━━━━━ PROVIDED ENTRIES ━━━━━

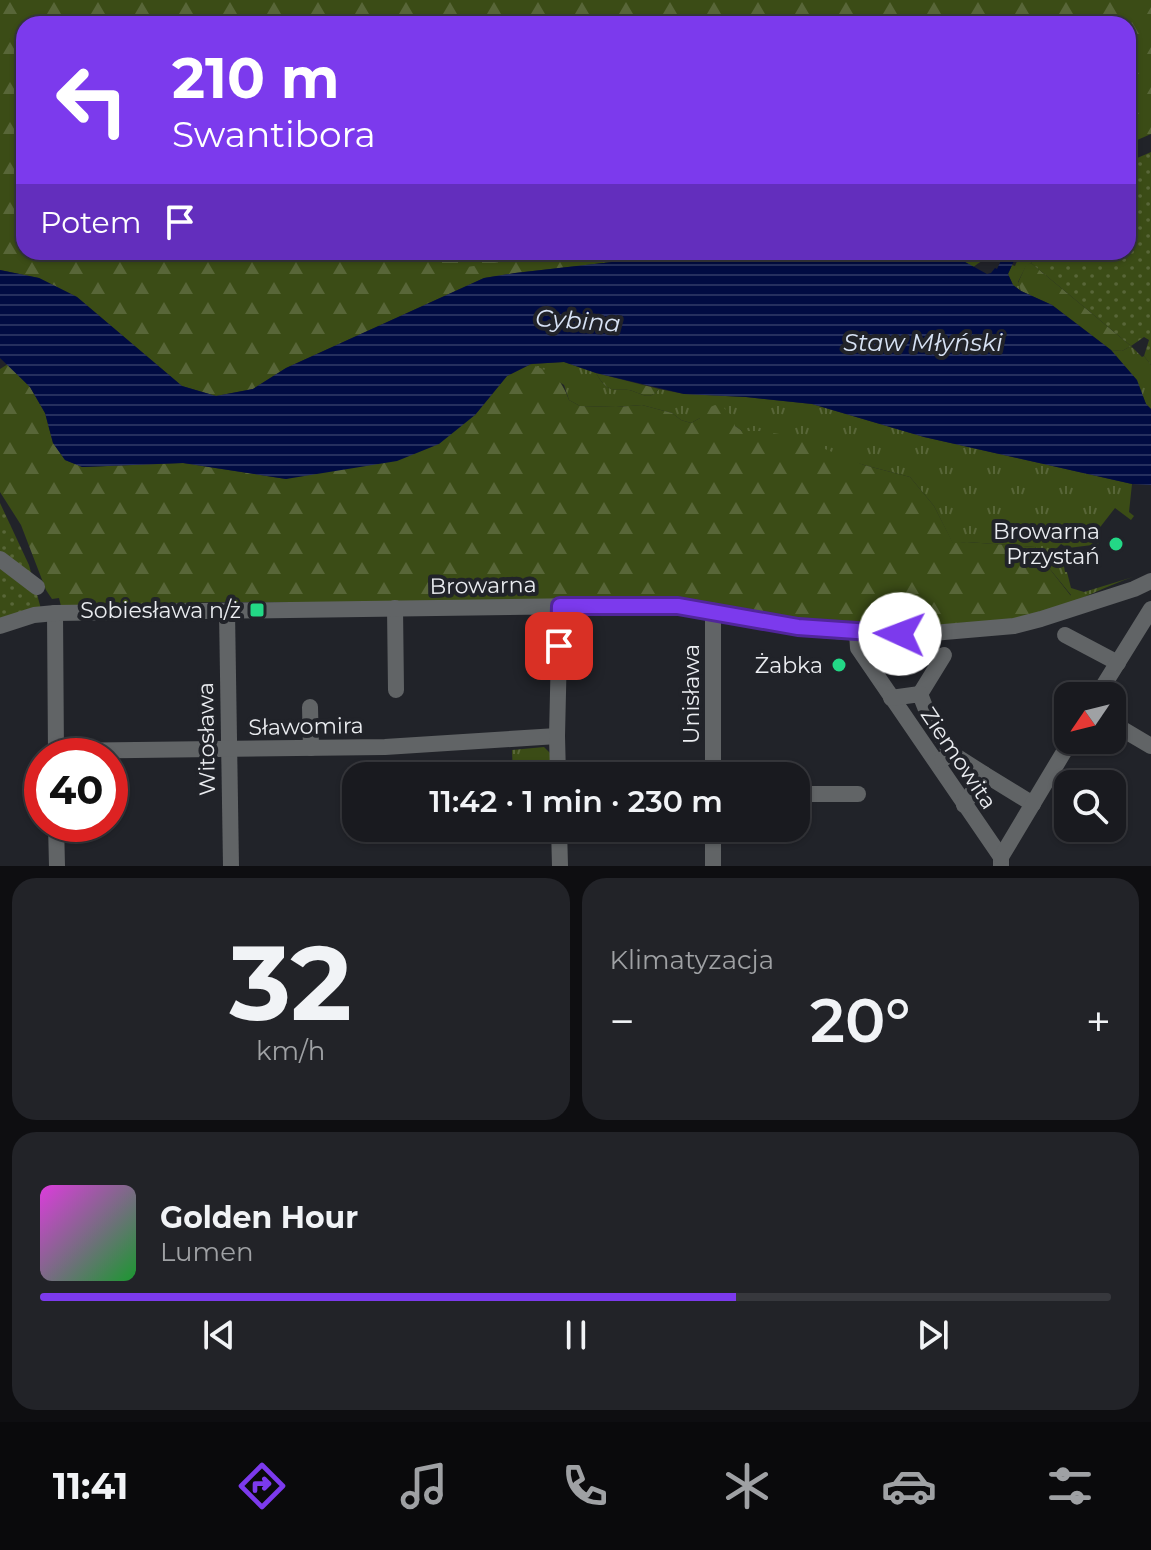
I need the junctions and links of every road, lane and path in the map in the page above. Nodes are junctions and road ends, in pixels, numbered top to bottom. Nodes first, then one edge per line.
1 (0, 559) edge
2 (1151, 581) edge
3 (37, 587) dead end
4 (560, 606) junction
5 (395, 608) junction
6 (1151, 609) edge
7 (227, 611) junction
8 (713, 611) junction
9 (55, 613) junction
10 (0, 626) edge
11 (857, 633) junction
12 (1065, 635) dead end
13 (944, 655) dead end
14 (1118, 663) junction
15 (1106, 682) edge
16 (396, 690) dead end
17 (920, 694) junction
18 (891, 698) junction
19 (310, 707) dead end
20 (1126, 731) edge
21 (557, 736) junction
22 (56, 738) edge
23 (1151, 746) edge
24 (228, 748) junction
25 (311, 748) junction
26 (128, 751) edge
27 (951, 753) junction
28 (1063, 754) edge
29 (558, 762) edge
30 (713, 762) edge
31 (936, 765) junction
32 (984, 774) junction
33 (810, 794) edge
34 (858, 794) dead end
35 (1033, 804) junction
36 (964, 805) junction
37 (56, 842) edge
38 (559, 842) edge
39 (713, 842) edge
40 (1001, 862) edge
41 (57, 866) edge
42 (231, 866) edge
43 (560, 866) edge
44 (713, 866) edge

1 - 3 street
2 - 11 street, Browarna
4 - 5 street, Browarna
4 - 8 street, Browarna
4 - 21 street
5 - 7 street, Browarna
5 - 16 street
6 - 14 street
7 - 9 street, Browarna
7 - 24 street, Witosława
8 - 11 street, Browarna
8 - 30 street, Unisława
9 - 10 street, Browarna
9 - 22 street
11 - 18 street, Ziemowita
12 - 14 street
13 - 17 street
14 - 15 street
17 - 18 street
17 - 27 street
18 - 31 street, Ziemowita
19 - 25 street
20 - 23 street
21 - 25 street, Sławomira
21 - 29 street
24 - 25 street, Sławomira
24 - 26 street, Sławomira
24 - 42 street, Witosława
27 - 31 street
27 - 32 street
28 - 35 street
31 - 36 street, Ziemowita
32 - 35 street
32 - 36 street
33 - 34 street
35 - 40 street
36 - 40 street, Ziemowita
37 - 41 street
38 - 43 street
39 - 44 street

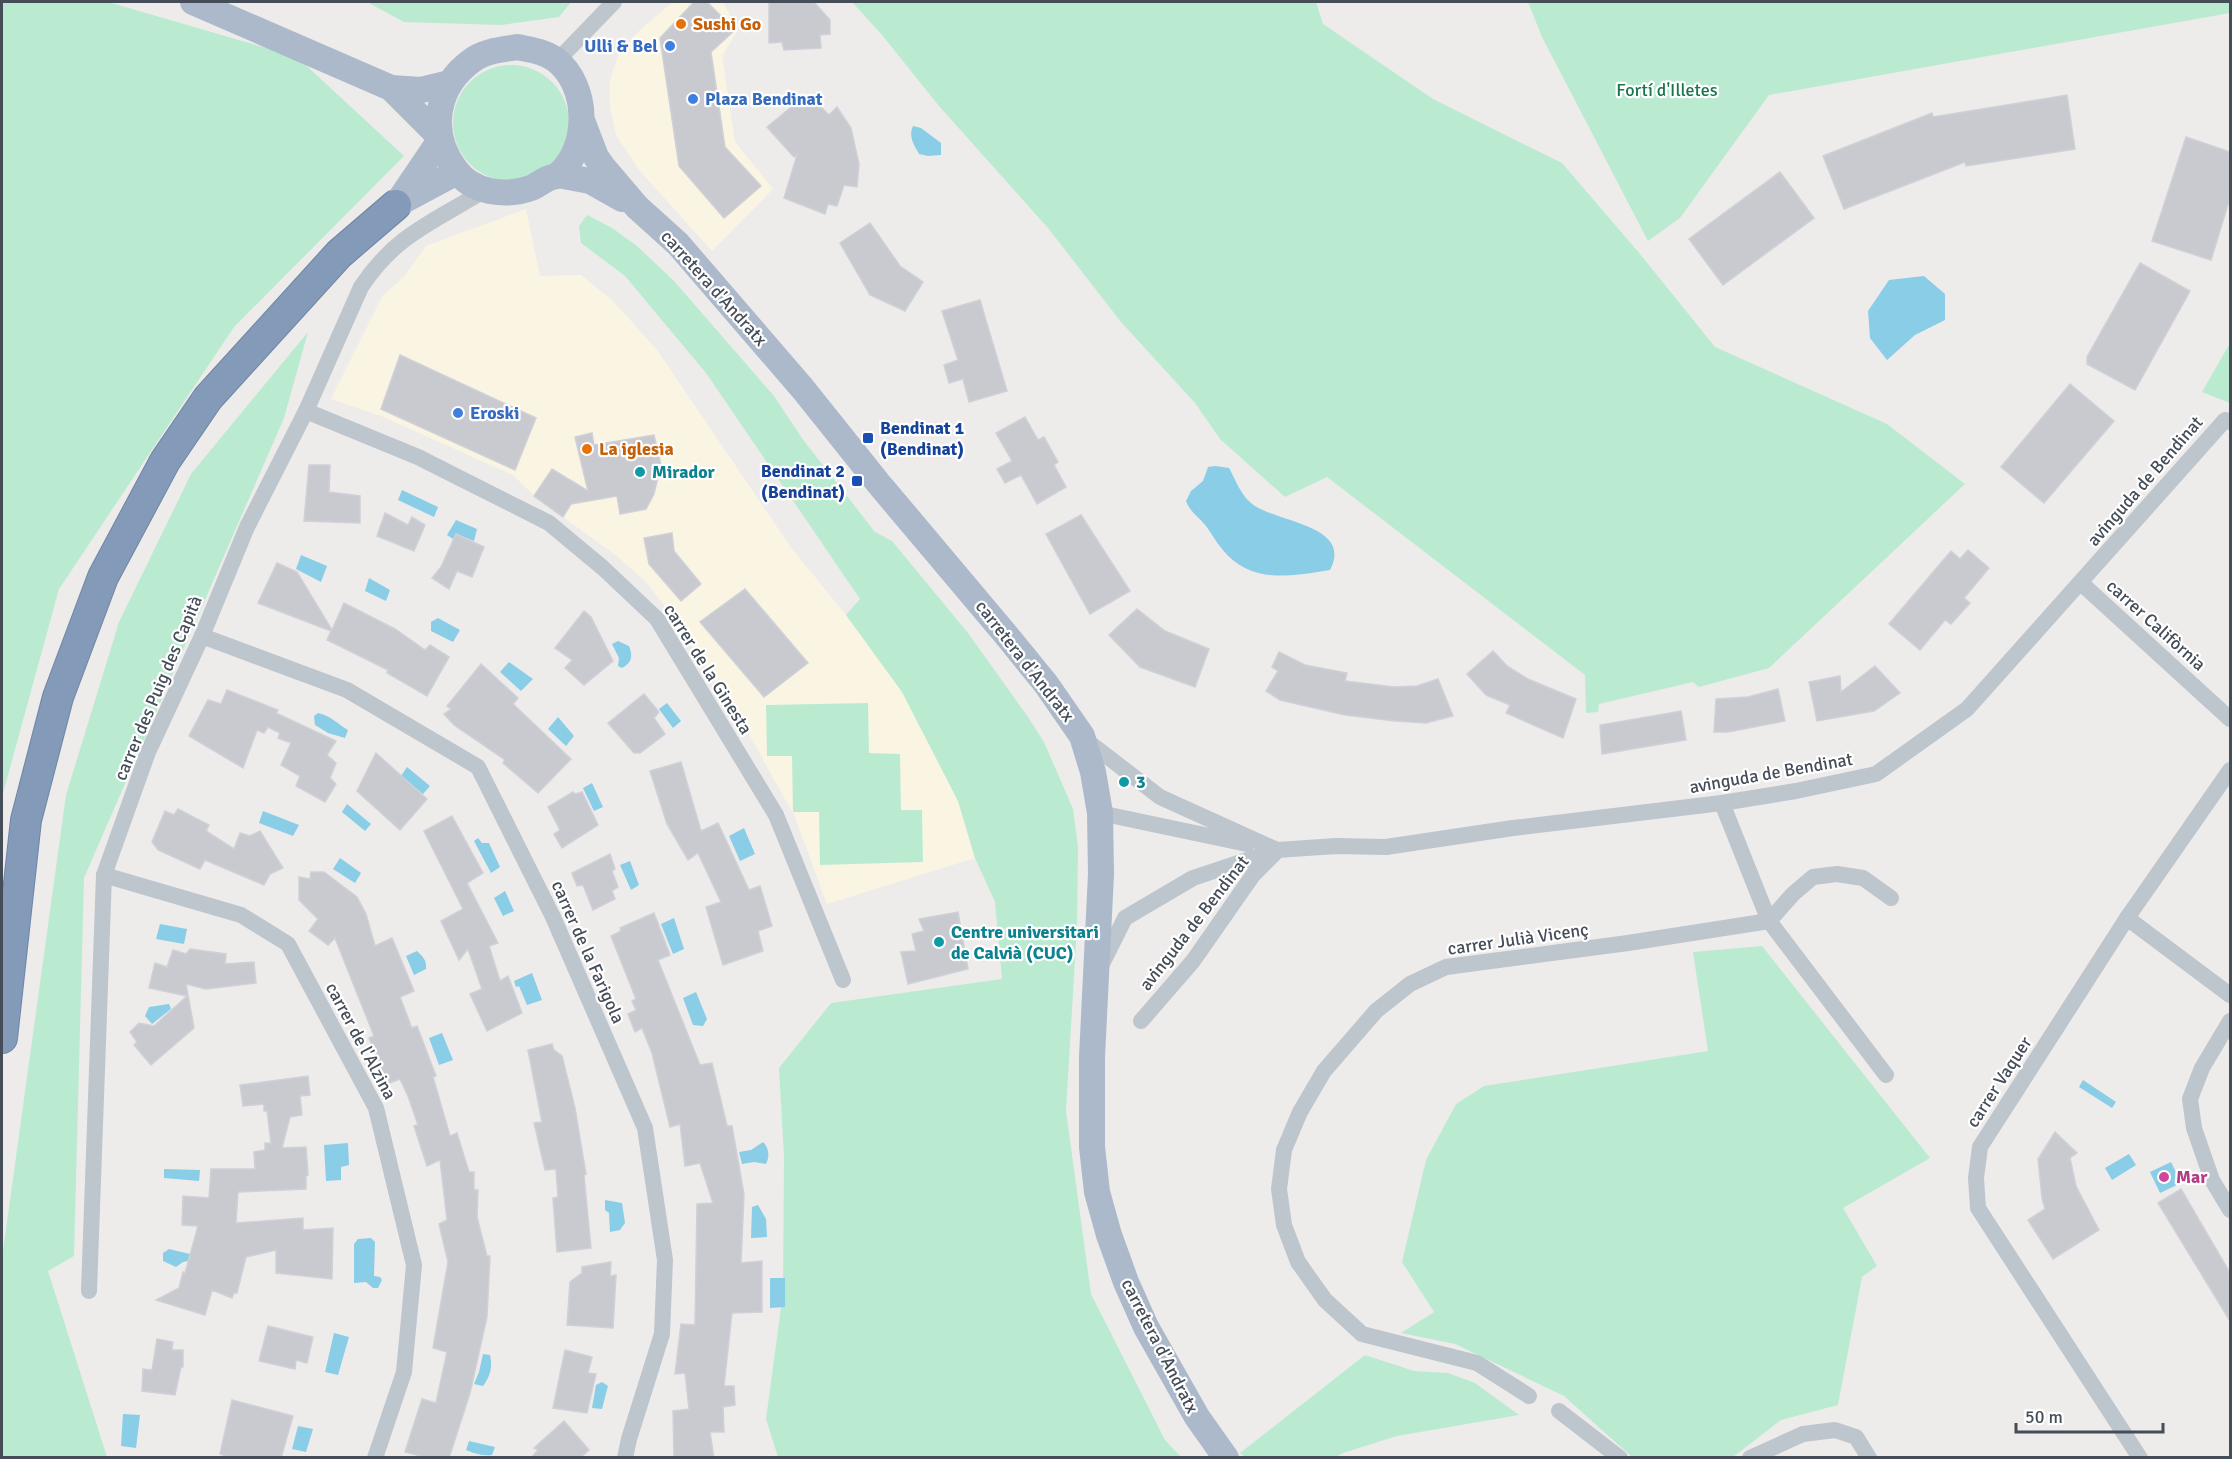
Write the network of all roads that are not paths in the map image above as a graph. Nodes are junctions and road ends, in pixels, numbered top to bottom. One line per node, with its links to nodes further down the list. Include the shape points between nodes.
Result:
1 (193, 2): 5 (main road)
2 (614, 2): 3 (street)
3 (557, 61): 4 (main road, via 541,52 517,47 496,50 474,59); 6 (main road, via 572,79)
4 (450, 83): 5 (main road, via 421,90); 7 (main road, via 442,99)
5 (391, 88): 7 (main road)
6 (583, 123): 9 (main road, via 576,147); 12 (main road, carretera d'Andratx, via 596,157)
7 (439, 138): 8 (main road); 11 (main road)
8 (457, 172): 10 (main road); 11 (main road)
9 (558, 175): 10 (main road, via 531,188 511,192); 12 (main road, carretera d'Andratx, via 590,181)
10 (485, 190): 13 (street, carrer des Puig des Capità, via 422,226 393,247 372,270)
11 (396, 205): 32 (highway, via 339,254 208,398 165,461 103,577 58,697 26,820)
12 (637, 207): 18 (main road, carretera d'Andratx, via 678,244 803,389 1046,684)
13 (306, 411): 16 (street, carrer des Puig des Capità, via 247,527); 28 (street, carrer de la Ginesta, via 418,457 549,523 657,619 776,815)
14 (2230, 422): 15 (street, avinguda de Bendinat, via 2225,420)
15 (2081, 583): 17 (street, carrer Califòrnia); 20 (street, avinguda de Bendinat, via 1967,709 1876,774)
16 (202, 636): 23 (street, carrer des Puig des Capità, via 148,752); 39 (street, carrer de la Farigola, via 347,690 478,767 553,918 645,1128 665,1260 662,1334)
17 (2230, 719)
18 (1082, 736): 21 (main road, carretera d'Andratx); 22 (street, avinguda de Bendinat, via 1160,796)
19 (2230, 770): 25 (street, carrer Vaquer)
20 (1722, 803): 22 (street, avinguda de Bendinat, via 1386,847); 26 (street)
21 (1100, 813): 22 (street, avinguda de Bendinat); 27 (main road, carretera d'Andratx)
22 (1277, 850): 27 (street, avinguda de Bendinat, via 1193,878 1125,918); 30 (street, avinguda de Bendinat, via 1253,875 1193,961)
23 (104, 875): 35 (street, carrer des Puig des Capità); 38 (street, carrer de l'Alzina, via 241,915 288,944 376,1108 414,1265 404,1372)
24 (1891, 898): 26 (street, via 1863,878 1837,874 1813,877)
25 (2127, 918): 29 (street); 44 (street, carrer Vaquer, via 1980,1147 1976,1178 1978,1208)
26 (1769, 921): 33 (street); 36 (street, carrer Julià Vicenç, via 1446,967 1410,984 1376,1011 1324,1071 1300,1112 1284,1150 1279,1189 1284,1225 1298,1262 1325,1300 1362,1334 1477,1363)
27 (1095, 977): 40 (main road, carretera d'Andratx, via 1092,1148 1097,1192 1130,1291 1170,1372)
28 (843, 980)
29 (2230, 995)
30 (1141, 1021)
31 (2230, 1021): 34 (street, via 2202,1068 2190,1099 2194,1128 2212,1180)
32 (2, 1038)
33 (1886, 1075)
34 (2230, 1210)
35 (89, 1291)
36 (1529, 1396)
37 (1559, 1411): 41 (street)
38 (375, 1458)
39 (626, 1458)
40 (1226, 1458)
41 (1620, 1458)
42 (1750, 1458): 43 (street, via 1803,1434 1835,1430 1856,1437)
43 (1869, 1458)
44 (2140, 1458)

━━━━━

■ WHAT NEEDS TO BE DONE
Check each line of the data above for the string "links", and copy the ones that have it.

■ EXERCISE RESULT
I need the junctions and links of every road, lane and path in the map in the page above. Nodes are junctions and road ends, in pixels, numbered top to bottom. Nodes first, then one edge per line.
Write the network of all roads that are not paths in the map image above as a graph. Nodes are junctions and road ends, in pixels, numbered top to bottom. One line per node, with its links to nodes further down the list. Include the shape points between nodes.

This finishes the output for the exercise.